*** Opening DATA PROVIDED ***

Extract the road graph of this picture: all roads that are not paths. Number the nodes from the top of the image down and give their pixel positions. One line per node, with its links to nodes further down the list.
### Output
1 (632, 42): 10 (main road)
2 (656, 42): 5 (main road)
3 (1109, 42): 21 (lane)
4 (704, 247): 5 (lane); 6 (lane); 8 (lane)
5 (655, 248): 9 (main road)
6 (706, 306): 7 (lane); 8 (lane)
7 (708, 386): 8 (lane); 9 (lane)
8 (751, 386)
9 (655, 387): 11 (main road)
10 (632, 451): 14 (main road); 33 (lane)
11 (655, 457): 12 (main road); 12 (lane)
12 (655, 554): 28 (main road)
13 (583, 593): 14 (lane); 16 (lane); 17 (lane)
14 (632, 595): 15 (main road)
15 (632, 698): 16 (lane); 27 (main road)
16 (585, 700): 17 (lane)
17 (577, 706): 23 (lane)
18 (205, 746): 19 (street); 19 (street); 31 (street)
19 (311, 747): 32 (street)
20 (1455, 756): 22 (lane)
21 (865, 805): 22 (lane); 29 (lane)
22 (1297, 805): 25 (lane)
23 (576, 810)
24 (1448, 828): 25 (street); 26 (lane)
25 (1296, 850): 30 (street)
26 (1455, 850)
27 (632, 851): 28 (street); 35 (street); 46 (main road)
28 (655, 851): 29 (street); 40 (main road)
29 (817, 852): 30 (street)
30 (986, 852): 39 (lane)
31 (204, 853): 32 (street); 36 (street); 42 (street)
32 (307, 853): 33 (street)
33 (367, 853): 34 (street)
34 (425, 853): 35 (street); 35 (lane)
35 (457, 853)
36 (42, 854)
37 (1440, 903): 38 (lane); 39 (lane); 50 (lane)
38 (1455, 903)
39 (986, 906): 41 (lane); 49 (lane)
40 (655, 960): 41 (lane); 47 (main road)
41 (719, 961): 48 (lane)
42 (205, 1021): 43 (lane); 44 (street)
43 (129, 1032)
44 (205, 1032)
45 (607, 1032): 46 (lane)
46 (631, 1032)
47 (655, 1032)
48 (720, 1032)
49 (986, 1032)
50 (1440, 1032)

*** Closing DATA PROVIDED ***

Exactness is what counts here: write out every record again.

= ANSWER BOX =
Extract the road graph of this picture: all roads that are not paths. Number the nodes from the top of the image down and give their pixel positions. One line per node, with its links to nodes further down the list.
### Output
1 (632, 42): 10 (main road)
2 (656, 42): 5 (main road)
3 (1109, 42): 21 (lane)
4 (704, 247): 5 (lane); 6 (lane); 8 (lane)
5 (655, 248): 9 (main road)
6 (706, 306): 7 (lane); 8 (lane)
7 (708, 386): 8 (lane); 9 (lane)
8 (751, 386)
9 (655, 387): 11 (main road)
10 (632, 451): 14 (main road); 33 (lane)
11 (655, 457): 12 (main road); 12 (lane)
12 (655, 554): 28 (main road)
13 (583, 593): 14 (lane); 16 (lane); 17 (lane)
14 (632, 595): 15 (main road)
15 (632, 698): 16 (lane); 27 (main road)
16 (585, 700): 17 (lane)
17 (577, 706): 23 (lane)
18 (205, 746): 19 (street); 19 (street); 31 (street)
19 (311, 747): 32 (street)
20 (1455, 756): 22 (lane)
21 (865, 805): 22 (lane); 29 (lane)
22 (1297, 805): 25 (lane)
23 (576, 810)
24 (1448, 828): 25 (street); 26 (lane)
25 (1296, 850): 30 (street)
26 (1455, 850)
27 (632, 851): 28 (street); 35 (street); 46 (main road)
28 (655, 851): 29 (street); 40 (main road)
29 (817, 852): 30 (street)
30 (986, 852): 39 (lane)
31 (204, 853): 32 (street); 36 (street); 42 (street)
32 (307, 853): 33 (street)
33 (367, 853): 34 (street)
34 (425, 853): 35 (street); 35 (lane)
35 (457, 853)
36 (42, 854)
37 (1440, 903): 38 (lane); 39 (lane); 50 (lane)
38 (1455, 903)
39 (986, 906): 41 (lane); 49 (lane)
40 (655, 960): 41 (lane); 47 (main road)
41 (719, 961): 48 (lane)
42 (205, 1021): 43 (lane); 44 (street)
43 (129, 1032)
44 (205, 1032)
45 (607, 1032): 46 (lane)
46 (631, 1032)
47 (655, 1032)
48 (720, 1032)
49 (986, 1032)
50 (1440, 1032)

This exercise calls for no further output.